= The task =
Once you have read the entries below, give them all again without any difference.

[Collected data entries]
----------------------------------------

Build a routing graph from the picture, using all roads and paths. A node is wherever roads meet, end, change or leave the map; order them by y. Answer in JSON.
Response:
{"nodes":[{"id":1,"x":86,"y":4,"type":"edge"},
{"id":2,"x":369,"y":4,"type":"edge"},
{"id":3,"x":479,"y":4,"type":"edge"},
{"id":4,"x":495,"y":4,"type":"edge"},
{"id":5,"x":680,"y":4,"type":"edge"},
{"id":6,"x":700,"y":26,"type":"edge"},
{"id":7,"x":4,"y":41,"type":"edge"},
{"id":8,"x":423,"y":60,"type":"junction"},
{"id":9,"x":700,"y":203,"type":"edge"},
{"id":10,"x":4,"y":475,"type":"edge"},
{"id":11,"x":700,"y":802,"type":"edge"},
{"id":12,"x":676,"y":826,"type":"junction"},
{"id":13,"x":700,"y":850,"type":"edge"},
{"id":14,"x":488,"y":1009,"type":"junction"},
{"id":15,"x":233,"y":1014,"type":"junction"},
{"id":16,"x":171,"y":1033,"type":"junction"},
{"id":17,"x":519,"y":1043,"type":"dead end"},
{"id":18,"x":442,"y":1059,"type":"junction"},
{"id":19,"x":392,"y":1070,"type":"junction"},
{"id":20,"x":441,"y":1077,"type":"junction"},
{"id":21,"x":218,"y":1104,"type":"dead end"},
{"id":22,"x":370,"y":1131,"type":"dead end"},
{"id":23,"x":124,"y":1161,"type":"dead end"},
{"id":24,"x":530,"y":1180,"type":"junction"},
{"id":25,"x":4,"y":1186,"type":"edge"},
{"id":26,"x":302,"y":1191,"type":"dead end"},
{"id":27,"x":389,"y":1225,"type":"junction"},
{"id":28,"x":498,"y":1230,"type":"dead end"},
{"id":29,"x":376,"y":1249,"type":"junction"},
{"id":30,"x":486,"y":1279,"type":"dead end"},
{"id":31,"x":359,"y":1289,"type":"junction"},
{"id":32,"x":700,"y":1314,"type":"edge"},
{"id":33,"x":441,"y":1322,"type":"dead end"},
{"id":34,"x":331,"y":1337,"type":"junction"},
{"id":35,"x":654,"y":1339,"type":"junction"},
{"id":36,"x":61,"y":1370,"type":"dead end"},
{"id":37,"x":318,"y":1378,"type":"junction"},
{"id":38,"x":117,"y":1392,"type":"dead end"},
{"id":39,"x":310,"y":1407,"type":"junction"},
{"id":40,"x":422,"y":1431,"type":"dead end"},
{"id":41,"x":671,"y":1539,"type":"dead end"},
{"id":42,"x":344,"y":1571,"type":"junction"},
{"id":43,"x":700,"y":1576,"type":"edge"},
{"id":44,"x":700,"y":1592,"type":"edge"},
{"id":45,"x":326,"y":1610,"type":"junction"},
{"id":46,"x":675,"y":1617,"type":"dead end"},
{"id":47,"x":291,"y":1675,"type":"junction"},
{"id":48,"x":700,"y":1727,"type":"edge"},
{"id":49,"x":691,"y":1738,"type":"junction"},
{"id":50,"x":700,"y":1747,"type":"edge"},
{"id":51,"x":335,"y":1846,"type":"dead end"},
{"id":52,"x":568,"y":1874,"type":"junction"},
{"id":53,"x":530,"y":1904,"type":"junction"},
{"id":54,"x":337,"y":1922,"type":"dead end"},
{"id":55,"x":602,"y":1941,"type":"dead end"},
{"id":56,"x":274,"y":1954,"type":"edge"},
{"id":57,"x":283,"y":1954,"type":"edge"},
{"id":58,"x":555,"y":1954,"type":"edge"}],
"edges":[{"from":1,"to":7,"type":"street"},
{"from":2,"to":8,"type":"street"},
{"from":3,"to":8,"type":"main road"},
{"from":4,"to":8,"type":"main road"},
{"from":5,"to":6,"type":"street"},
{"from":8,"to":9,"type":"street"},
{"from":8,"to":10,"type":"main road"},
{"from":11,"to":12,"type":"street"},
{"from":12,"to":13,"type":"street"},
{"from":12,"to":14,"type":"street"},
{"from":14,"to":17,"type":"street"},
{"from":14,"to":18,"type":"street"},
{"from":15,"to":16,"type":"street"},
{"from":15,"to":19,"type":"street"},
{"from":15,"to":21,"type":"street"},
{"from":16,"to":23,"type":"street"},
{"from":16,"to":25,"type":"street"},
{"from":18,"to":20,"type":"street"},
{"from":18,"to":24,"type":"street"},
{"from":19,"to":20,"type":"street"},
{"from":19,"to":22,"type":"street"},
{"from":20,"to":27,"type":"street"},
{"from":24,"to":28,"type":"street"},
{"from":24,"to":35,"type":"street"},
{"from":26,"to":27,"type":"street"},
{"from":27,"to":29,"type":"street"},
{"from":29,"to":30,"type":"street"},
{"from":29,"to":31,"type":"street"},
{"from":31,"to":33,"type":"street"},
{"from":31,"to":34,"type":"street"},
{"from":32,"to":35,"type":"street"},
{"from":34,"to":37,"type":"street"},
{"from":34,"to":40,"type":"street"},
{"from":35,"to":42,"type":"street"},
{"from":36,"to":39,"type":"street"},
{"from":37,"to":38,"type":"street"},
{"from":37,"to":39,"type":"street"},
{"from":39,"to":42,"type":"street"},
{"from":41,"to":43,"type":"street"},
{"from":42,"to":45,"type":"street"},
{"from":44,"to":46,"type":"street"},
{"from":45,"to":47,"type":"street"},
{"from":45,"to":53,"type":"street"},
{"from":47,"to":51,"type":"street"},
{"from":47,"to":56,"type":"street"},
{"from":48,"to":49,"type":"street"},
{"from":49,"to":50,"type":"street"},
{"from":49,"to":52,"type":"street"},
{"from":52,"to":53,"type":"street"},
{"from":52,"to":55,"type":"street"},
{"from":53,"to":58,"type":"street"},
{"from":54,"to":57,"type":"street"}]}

----------------------------------------

= Written answer =
Build a routing graph from the picture, using all roads and paths. A node is wherever roads meet, end, change or leave the map; order them by y. Answer in JSON.
Response:
{"nodes":[{"id":1,"x":86,"y":4,"type":"edge"},
{"id":2,"x":369,"y":4,"type":"edge"},
{"id":3,"x":479,"y":4,"type":"edge"},
{"id":4,"x":495,"y":4,"type":"edge"},
{"id":5,"x":680,"y":4,"type":"edge"},
{"id":6,"x":700,"y":26,"type":"edge"},
{"id":7,"x":4,"y":41,"type":"edge"},
{"id":8,"x":423,"y":60,"type":"junction"},
{"id":9,"x":700,"y":203,"type":"edge"},
{"id":10,"x":4,"y":475,"type":"edge"},
{"id":11,"x":700,"y":802,"type":"edge"},
{"id":12,"x":676,"y":826,"type":"junction"},
{"id":13,"x":700,"y":850,"type":"edge"},
{"id":14,"x":488,"y":1009,"type":"junction"},
{"id":15,"x":233,"y":1014,"type":"junction"},
{"id":16,"x":171,"y":1033,"type":"junction"},
{"id":17,"x":519,"y":1043,"type":"dead end"},
{"id":18,"x":442,"y":1059,"type":"junction"},
{"id":19,"x":392,"y":1070,"type":"junction"},
{"id":20,"x":441,"y":1077,"type":"junction"},
{"id":21,"x":218,"y":1104,"type":"dead end"},
{"id":22,"x":370,"y":1131,"type":"dead end"},
{"id":23,"x":124,"y":1161,"type":"dead end"},
{"id":24,"x":530,"y":1180,"type":"junction"},
{"id":25,"x":4,"y":1186,"type":"edge"},
{"id":26,"x":302,"y":1191,"type":"dead end"},
{"id":27,"x":389,"y":1225,"type":"junction"},
{"id":28,"x":498,"y":1230,"type":"dead end"},
{"id":29,"x":376,"y":1249,"type":"junction"},
{"id":30,"x":486,"y":1279,"type":"dead end"},
{"id":31,"x":359,"y":1289,"type":"junction"},
{"id":32,"x":700,"y":1314,"type":"edge"},
{"id":33,"x":441,"y":1322,"type":"dead end"},
{"id":34,"x":331,"y":1337,"type":"junction"},
{"id":35,"x":654,"y":1339,"type":"junction"},
{"id":36,"x":61,"y":1370,"type":"dead end"},
{"id":37,"x":318,"y":1378,"type":"junction"},
{"id":38,"x":117,"y":1392,"type":"dead end"},
{"id":39,"x":310,"y":1407,"type":"junction"},
{"id":40,"x":422,"y":1431,"type":"dead end"},
{"id":41,"x":671,"y":1539,"type":"dead end"},
{"id":42,"x":344,"y":1571,"type":"junction"},
{"id":43,"x":700,"y":1576,"type":"edge"},
{"id":44,"x":700,"y":1592,"type":"edge"},
{"id":45,"x":326,"y":1610,"type":"junction"},
{"id":46,"x":675,"y":1617,"type":"dead end"},
{"id":47,"x":291,"y":1675,"type":"junction"},
{"id":48,"x":700,"y":1727,"type":"edge"},
{"id":49,"x":691,"y":1738,"type":"junction"},
{"id":50,"x":700,"y":1747,"type":"edge"},
{"id":51,"x":335,"y":1846,"type":"dead end"},
{"id":52,"x":568,"y":1874,"type":"junction"},
{"id":53,"x":530,"y":1904,"type":"junction"},
{"id":54,"x":337,"y":1922,"type":"dead end"},
{"id":55,"x":602,"y":1941,"type":"dead end"},
{"id":56,"x":274,"y":1954,"type":"edge"},
{"id":57,"x":283,"y":1954,"type":"edge"},
{"id":58,"x":555,"y":1954,"type":"edge"}],
"edges":[{"from":1,"to":7,"type":"street"},
{"from":2,"to":8,"type":"street"},
{"from":3,"to":8,"type":"main road"},
{"from":4,"to":8,"type":"main road"},
{"from":5,"to":6,"type":"street"},
{"from":8,"to":9,"type":"street"},
{"from":8,"to":10,"type":"main road"},
{"from":11,"to":12,"type":"street"},
{"from":12,"to":13,"type":"street"},
{"from":12,"to":14,"type":"street"},
{"from":14,"to":17,"type":"street"},
{"from":14,"to":18,"type":"street"},
{"from":15,"to":16,"type":"street"},
{"from":15,"to":19,"type":"street"},
{"from":15,"to":21,"type":"street"},
{"from":16,"to":23,"type":"street"},
{"from":16,"to":25,"type":"street"},
{"from":18,"to":20,"type":"street"},
{"from":18,"to":24,"type":"street"},
{"from":19,"to":20,"type":"street"},
{"from":19,"to":22,"type":"street"},
{"from":20,"to":27,"type":"street"},
{"from":24,"to":28,"type":"street"},
{"from":24,"to":35,"type":"street"},
{"from":26,"to":27,"type":"street"},
{"from":27,"to":29,"type":"street"},
{"from":29,"to":30,"type":"street"},
{"from":29,"to":31,"type":"street"},
{"from":31,"to":33,"type":"street"},
{"from":31,"to":34,"type":"street"},
{"from":32,"to":35,"type":"street"},
{"from":34,"to":37,"type":"street"},
{"from":34,"to":40,"type":"street"},
{"from":35,"to":42,"type":"street"},
{"from":36,"to":39,"type":"street"},
{"from":37,"to":38,"type":"street"},
{"from":37,"to":39,"type":"street"},
{"from":39,"to":42,"type":"street"},
{"from":41,"to":43,"type":"street"},
{"from":42,"to":45,"type":"street"},
{"from":44,"to":46,"type":"street"},
{"from":45,"to":47,"type":"street"},
{"from":45,"to":53,"type":"street"},
{"from":47,"to":51,"type":"street"},
{"from":47,"to":56,"type":"street"},
{"from":48,"to":49,"type":"street"},
{"from":49,"to":50,"type":"street"},
{"from":49,"to":52,"type":"street"},
{"from":52,"to":53,"type":"street"},
{"from":52,"to":55,"type":"street"},
{"from":53,"to":58,"type":"street"},
{"from":54,"to":57,"type":"street"}]}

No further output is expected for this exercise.